JP2011190216A - Method for producing (trifluoromethyl) alkyl ketone - Google Patents

Abstract

<P>PROBLEM TO BE SOLVED: To provide a method for producing a (trifluoromethyl) alkyl ketone in a high yield in a few steps under mild reaction conditions. <P>SOLUTION: The method for producing a (trifluoromethyl) alkyl ketone represented by formula (A) includes the following steps of (i) a step for reacting magnesium with a compound represented by formula R<SP>1</SP>Br (wherein R<SP>1</SP>is alkyl) to give R<SP>1</SP>MgBr (wherein R<SP>1</SP>is as shown above) in the presence of a (cycloalkyl) alkyl ether, (ii) a step for reacting the compound represented by formula R<SP>1</SP>MgBr (wherein R<SP>1</SP>is as shown above) with a compound represented by formula CF<SB>3</SB>COOR<SP>2</SP>(wherein R<SP>2</SP>is ester residue) in the presence of a (cycloalkyl) alkyl ether to give a Grignard reagent adduct and (iii) a step for hydrolyzing the adduct to give the (trifluoromethyl) alkyl ketone represented by formula (A). <P>COPYRIGHT: (C)2011,JPO&INPIT

Description

  The present invention relates to a method for producing a (trifluoromethyl) alkylketone.

  (Trifluoromethyl) alkylketone is a useful compound as an intermediate for pharmaceuticals and agricultural chemicals, and as an intermediate for the production of various functional materials. Regarding the production method of (trifluoromethyl) alkyl ketone, methods described in Non-Patent Documents 1 and 2 have been proposed so far.

  The method described in Non-Patent Document 1 is a method of synthesizing (trifluoromethyl) alkyl ketone via Claisen condensation. Non-Patent Document 2 describes a method for producing a (trifluoromethyl) alkyl ketone in which a glycerin reagent having a lower alkyl group in trifluoroacetic acid is reacted in dibutyl ether at 10 to 15 ° C. and then subjected to a hydrolysis reaction. Is done.
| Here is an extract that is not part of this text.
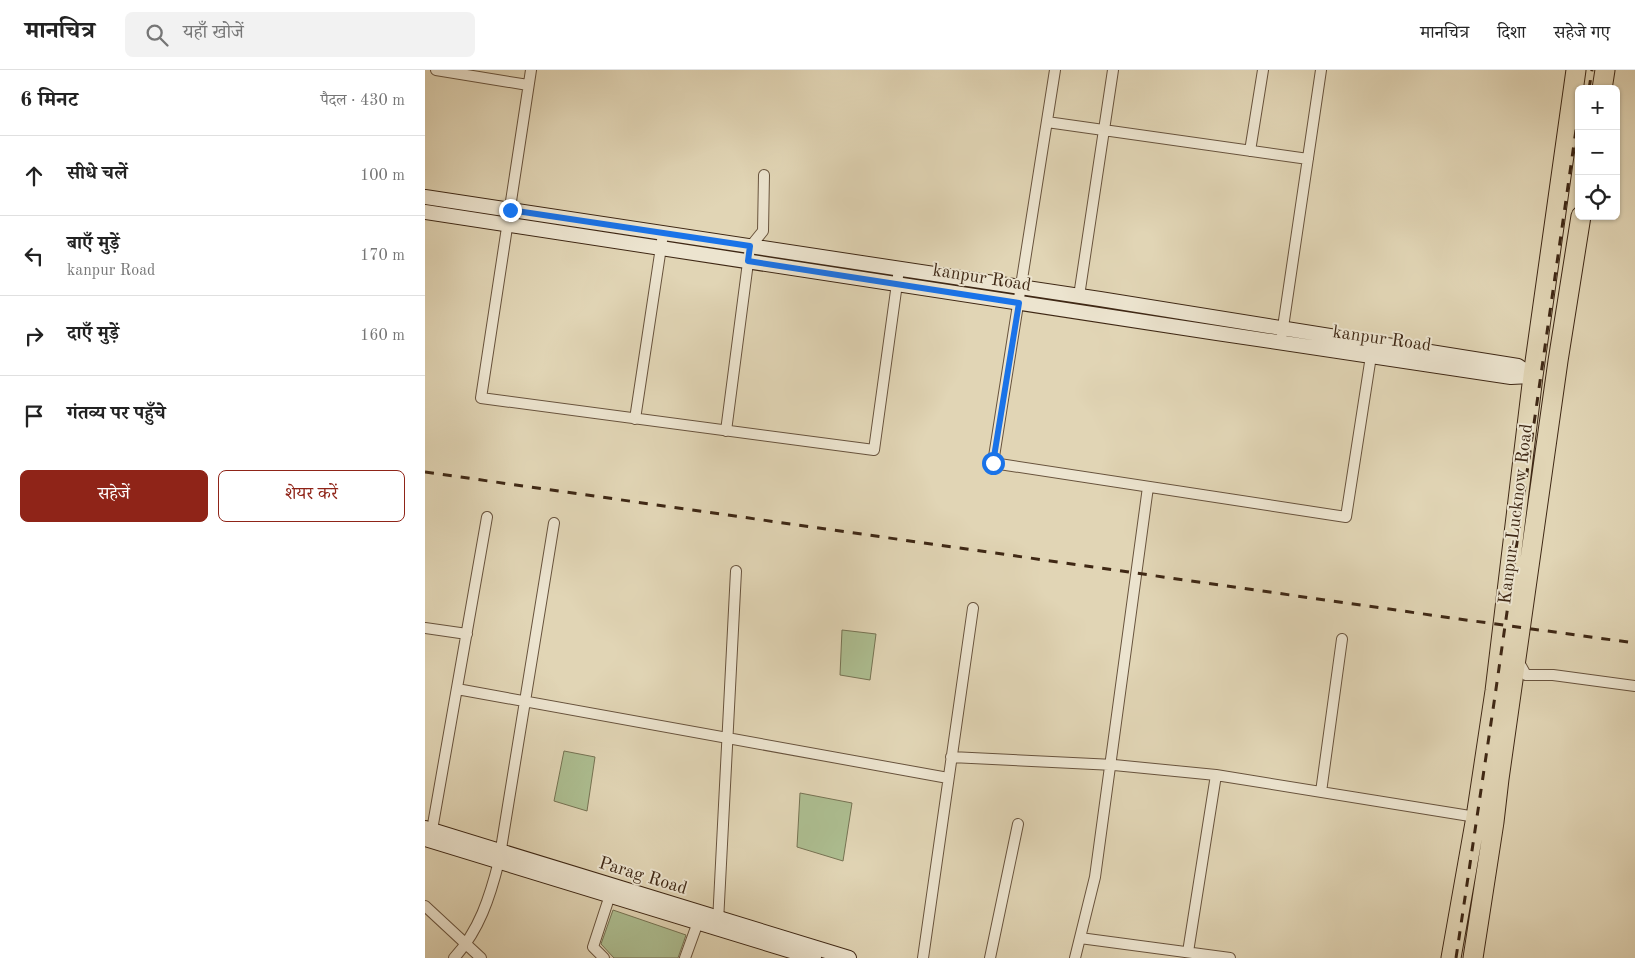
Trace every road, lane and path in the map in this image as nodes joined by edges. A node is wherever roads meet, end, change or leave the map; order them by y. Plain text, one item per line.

Burdon, J .; McLoughlin, V. C. R., Tetrahedron (1964), 20 (10), pp. 2163-2166 Sykes, A .; Tatlow, J. C .; Thomas, C. R., Chemistry & Industry (London, United Kingdom) (1955), pp. 630-631

  However, the above method has the following drawbacks. The method described in Non-Patent Document 1 has many reaction steps and is industrially disadvantageous. Further, the method described in Non-Patent Document 2 has a yield of 25 to 63% and is not a sufficient method for industrial implementation.
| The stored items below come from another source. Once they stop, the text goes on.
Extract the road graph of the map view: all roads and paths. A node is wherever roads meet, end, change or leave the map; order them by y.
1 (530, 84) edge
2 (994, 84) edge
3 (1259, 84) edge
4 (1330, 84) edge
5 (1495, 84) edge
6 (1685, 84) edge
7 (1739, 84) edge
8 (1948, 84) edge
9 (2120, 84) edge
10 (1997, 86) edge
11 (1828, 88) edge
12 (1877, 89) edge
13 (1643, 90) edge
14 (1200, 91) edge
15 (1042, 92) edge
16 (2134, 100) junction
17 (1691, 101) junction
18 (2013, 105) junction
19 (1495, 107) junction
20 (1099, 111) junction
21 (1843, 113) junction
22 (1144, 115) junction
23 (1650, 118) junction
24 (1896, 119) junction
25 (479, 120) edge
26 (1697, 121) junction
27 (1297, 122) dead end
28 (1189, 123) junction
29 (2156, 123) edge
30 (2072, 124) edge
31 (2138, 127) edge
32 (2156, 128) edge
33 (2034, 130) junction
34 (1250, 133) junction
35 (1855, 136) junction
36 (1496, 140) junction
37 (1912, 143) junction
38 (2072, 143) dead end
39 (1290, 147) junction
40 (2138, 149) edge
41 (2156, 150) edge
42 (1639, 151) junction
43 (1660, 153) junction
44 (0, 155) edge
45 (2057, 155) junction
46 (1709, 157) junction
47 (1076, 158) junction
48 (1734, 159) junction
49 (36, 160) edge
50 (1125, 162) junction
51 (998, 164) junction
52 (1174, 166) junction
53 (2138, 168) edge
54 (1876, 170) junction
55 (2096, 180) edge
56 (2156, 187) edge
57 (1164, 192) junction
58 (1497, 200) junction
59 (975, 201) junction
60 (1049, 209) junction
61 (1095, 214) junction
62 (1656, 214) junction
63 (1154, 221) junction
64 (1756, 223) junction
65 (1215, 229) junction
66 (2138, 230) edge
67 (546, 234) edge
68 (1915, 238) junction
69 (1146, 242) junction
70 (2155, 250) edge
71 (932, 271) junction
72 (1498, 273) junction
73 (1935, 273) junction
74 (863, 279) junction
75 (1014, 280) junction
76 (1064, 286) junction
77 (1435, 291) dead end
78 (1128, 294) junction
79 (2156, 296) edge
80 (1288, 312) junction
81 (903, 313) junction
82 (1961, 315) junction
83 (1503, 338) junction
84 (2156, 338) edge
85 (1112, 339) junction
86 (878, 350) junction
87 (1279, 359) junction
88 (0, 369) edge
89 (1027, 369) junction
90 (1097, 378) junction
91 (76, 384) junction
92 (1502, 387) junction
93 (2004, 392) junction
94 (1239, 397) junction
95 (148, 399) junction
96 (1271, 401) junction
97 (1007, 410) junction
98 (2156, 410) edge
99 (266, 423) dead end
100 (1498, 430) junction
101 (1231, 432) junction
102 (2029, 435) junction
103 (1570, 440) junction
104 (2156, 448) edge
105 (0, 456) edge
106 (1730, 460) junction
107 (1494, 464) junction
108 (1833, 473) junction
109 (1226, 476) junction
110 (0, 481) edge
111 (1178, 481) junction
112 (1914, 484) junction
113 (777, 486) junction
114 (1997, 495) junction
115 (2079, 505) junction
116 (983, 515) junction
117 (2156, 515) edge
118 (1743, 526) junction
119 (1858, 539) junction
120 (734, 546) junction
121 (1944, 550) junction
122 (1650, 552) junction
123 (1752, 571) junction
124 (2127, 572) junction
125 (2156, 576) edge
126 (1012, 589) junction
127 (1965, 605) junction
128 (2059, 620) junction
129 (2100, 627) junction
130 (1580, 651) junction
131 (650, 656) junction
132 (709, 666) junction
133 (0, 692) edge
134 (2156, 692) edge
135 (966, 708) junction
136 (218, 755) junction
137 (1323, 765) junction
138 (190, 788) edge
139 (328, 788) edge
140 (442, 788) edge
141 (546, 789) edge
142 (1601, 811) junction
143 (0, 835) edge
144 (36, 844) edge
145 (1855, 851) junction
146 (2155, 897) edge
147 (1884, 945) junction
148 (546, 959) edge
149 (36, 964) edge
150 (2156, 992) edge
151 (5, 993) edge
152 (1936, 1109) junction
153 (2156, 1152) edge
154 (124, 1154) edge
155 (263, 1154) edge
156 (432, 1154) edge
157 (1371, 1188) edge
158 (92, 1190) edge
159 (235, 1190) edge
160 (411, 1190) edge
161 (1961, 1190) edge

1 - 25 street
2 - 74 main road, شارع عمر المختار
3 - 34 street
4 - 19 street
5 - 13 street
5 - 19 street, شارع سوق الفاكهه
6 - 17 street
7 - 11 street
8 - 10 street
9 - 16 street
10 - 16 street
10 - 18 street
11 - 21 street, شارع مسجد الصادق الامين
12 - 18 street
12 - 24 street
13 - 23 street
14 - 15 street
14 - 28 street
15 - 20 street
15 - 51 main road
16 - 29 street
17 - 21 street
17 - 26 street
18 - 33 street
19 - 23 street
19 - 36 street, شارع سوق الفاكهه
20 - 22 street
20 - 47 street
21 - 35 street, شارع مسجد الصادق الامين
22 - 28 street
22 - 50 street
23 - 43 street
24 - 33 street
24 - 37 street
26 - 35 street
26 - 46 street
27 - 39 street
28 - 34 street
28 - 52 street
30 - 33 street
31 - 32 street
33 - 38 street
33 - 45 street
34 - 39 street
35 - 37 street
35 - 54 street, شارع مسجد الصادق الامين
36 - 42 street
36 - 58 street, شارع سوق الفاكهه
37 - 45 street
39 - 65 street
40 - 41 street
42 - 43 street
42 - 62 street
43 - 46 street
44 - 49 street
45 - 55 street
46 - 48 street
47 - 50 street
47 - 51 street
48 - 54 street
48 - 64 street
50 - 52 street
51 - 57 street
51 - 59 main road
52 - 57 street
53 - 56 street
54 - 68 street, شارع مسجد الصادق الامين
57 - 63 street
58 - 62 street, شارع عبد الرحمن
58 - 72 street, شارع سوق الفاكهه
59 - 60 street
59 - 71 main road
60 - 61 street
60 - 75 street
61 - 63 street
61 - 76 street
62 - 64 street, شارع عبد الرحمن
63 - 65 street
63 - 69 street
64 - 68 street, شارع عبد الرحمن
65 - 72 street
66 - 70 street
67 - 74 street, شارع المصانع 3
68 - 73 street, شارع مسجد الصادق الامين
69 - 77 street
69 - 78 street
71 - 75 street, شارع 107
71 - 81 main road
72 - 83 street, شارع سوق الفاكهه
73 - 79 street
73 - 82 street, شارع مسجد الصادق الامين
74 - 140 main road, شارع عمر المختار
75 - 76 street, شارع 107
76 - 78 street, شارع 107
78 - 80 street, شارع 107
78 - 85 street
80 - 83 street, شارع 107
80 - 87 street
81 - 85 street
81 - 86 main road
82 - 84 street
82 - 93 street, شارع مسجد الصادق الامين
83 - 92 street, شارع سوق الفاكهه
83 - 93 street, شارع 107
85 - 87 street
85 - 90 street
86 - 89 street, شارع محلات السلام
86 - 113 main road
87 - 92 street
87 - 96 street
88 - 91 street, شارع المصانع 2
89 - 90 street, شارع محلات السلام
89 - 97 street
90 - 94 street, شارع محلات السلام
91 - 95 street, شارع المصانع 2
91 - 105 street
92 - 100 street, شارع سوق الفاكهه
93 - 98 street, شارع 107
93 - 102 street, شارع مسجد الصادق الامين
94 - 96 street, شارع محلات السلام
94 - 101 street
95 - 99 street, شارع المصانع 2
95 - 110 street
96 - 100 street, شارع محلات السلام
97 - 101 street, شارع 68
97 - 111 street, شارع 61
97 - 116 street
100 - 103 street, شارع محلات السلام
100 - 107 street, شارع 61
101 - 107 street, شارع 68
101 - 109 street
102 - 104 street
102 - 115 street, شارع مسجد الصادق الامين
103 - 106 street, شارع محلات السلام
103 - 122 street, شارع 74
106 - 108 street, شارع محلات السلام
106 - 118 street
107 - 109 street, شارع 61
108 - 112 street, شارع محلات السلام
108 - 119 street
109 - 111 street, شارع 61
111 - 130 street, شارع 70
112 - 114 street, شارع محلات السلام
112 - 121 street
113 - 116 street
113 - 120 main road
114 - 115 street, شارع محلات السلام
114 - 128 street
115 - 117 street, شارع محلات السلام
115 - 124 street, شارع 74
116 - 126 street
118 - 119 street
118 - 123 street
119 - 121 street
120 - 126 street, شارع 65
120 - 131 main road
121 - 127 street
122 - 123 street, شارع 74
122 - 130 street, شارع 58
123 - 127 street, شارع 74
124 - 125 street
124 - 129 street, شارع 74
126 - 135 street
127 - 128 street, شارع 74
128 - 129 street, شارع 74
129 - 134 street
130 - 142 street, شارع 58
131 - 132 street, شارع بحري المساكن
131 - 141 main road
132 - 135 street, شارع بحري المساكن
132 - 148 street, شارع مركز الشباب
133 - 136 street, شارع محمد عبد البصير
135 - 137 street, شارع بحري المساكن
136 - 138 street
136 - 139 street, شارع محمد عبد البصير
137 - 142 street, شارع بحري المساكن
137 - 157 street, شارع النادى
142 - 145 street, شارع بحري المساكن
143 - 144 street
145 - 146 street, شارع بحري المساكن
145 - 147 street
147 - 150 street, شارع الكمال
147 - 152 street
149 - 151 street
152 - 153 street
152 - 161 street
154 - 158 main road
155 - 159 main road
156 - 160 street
  An object of the present invention is to obtain a production method capable of producing a (trifluoromethyl) alkylketone in a high yield with few steps and mild reaction conditions.

  As a result of studying a method for producing a (trifluoromethyl) alkyl ketone under reaction conditions advantageous for industrial implementation, the present inventor adopted a Grignard reaction using a specific reaction solvent and a trifluoroacetic acid ester, The inventors have found that (trifluoromethyl) alkylketone can be produced with a high reaction yield and completed the present invention.

That is, this invention is a manufacturing method of the (trifluoromethyl) alkyl ketone including the following processes.
(I) In the presence of (cycloalkyl) alkyl ether, magnesium is reacted with a compound represented by the formula R ¹ Br (where R ¹ represents an alkyl group) to give a formula R ¹ MgBr (where R ^{1 1} represents the same meaning as described above).
(Ii) In the presence of (cycloalkyl) alkyl ether, a compound represented by the formula R ¹ MgBr (where R ¹ has the same meaning as described above) and a compound represented by the formula CF ₃ COOR ² (provided that , R ² represents an ester residue) to obtain a compound represented by the formula (B).
(Iii) A step of obtaining a (trifluoromethyl) alkyl ketone represented by the formula (A) by hydrolyzing the compound represented by the formula (B).

  According to the production method of the present invention, (trifluoromethyl) alkyl is useful as a synthetic intermediate for pharmaceuticals, agricultural chemicals, etc., and as a production intermediate for various functional materials under mild reaction conditions with a small number of steps. Ketones can be produced in high yield.

Each process of the manufacturing process of the (trifluoromethyl) alkyl ketone in the manufacturing method of this invention is demonstrated. In the production method of the present invention, first, magnesium and a compound represented by the formula R ¹ Br (where R ¹ represents an alkyl group) are reacted in the presence of (i) (cycloalkyl) alkyl ether. And a step of obtaining a compound represented by the formula R ¹ MgBr (where R ¹ has the same meaning as described above) (hereinafter also referred to as step (i)).
Here, R ¹ is an alkyl group, preferably an alkyl group having 1 to 6 carbon atoms. Specifically, R ¹ is preferably, for example, a methyl group, an ethyl group, an n-propyl group, an isopropyl group, an n-butyl group, a pentyl group, or a hexyl group, and particularly preferably an ethyl group.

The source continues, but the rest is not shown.